## PROBLEM TO WORK ON
For the records below, say how many lines contain the string "junction". Give the number only.

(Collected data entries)
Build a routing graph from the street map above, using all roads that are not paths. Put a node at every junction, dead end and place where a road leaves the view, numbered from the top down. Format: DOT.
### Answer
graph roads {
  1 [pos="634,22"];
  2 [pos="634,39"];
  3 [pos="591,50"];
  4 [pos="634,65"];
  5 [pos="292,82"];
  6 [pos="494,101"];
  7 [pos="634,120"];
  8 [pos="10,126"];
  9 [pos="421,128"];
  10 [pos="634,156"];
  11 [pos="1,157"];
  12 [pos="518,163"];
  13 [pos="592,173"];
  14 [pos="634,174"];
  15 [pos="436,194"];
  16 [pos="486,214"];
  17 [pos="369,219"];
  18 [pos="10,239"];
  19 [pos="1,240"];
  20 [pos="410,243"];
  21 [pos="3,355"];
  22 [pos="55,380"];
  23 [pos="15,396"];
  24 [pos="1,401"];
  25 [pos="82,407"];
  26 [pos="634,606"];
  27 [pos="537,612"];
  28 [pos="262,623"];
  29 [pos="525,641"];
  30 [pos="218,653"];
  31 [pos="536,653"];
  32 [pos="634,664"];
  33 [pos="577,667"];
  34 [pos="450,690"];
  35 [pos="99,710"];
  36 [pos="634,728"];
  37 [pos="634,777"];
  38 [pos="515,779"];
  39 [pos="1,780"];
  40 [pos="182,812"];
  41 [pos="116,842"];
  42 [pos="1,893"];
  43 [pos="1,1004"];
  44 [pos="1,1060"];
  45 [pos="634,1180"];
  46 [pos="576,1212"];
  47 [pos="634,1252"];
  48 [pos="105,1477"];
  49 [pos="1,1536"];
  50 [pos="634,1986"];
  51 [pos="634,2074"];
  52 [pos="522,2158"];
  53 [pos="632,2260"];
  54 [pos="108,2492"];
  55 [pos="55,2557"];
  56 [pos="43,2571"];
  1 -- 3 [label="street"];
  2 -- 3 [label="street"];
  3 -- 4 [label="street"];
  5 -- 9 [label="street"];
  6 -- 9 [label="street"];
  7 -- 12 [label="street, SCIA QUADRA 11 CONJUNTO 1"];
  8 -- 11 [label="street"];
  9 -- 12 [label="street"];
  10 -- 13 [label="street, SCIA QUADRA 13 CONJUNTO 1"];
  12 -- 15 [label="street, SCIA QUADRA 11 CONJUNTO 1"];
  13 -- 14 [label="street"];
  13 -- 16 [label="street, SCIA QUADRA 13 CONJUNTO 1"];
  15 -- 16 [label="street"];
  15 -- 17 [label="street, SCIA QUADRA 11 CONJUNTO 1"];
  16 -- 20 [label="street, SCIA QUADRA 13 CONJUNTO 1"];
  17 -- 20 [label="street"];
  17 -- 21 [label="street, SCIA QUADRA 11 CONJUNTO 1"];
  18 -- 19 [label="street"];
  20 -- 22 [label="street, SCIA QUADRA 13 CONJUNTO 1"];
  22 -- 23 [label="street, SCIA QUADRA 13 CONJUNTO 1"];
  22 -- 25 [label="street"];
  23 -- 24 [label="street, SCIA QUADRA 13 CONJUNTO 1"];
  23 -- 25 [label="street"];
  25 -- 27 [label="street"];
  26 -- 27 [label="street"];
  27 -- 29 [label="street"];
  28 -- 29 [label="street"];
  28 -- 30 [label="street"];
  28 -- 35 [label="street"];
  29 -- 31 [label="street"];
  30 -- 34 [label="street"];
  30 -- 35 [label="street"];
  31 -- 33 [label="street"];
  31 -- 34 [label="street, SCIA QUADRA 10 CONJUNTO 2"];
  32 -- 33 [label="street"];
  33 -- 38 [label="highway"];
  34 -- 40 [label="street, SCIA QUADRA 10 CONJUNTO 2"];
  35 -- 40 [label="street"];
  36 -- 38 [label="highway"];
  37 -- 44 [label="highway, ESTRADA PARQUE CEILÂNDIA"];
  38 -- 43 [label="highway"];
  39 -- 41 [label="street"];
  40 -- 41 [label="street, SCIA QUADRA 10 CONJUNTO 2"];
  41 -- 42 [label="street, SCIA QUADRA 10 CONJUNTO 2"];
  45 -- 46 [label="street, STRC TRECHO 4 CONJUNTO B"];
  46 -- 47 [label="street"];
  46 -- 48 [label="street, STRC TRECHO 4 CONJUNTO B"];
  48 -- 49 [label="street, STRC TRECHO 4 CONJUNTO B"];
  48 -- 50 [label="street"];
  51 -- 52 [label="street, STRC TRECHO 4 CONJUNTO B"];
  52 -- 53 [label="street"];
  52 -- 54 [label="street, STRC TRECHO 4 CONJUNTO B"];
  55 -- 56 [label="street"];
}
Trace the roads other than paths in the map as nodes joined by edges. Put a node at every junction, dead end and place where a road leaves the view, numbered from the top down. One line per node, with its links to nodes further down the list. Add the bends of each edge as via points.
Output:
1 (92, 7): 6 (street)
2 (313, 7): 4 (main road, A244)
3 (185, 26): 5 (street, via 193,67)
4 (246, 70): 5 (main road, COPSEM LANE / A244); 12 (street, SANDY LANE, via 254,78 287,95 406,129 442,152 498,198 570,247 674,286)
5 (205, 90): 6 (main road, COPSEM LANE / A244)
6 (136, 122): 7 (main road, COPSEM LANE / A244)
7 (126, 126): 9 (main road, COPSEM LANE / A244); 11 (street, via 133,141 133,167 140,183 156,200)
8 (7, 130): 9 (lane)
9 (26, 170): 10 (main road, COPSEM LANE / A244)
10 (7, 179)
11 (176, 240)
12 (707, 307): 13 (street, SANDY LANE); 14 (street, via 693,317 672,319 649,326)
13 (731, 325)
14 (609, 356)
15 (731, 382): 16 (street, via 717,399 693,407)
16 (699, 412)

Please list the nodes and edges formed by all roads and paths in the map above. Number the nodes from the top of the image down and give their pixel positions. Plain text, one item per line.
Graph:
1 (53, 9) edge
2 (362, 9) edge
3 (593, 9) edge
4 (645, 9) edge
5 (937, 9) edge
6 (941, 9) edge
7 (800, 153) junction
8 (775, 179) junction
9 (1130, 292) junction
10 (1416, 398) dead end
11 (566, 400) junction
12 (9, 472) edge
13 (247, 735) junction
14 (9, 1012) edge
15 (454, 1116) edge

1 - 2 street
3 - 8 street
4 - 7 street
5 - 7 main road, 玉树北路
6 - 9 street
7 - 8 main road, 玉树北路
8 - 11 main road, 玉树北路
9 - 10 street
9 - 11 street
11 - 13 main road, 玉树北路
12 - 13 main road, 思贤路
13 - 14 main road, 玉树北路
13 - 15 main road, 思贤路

## RESULT
7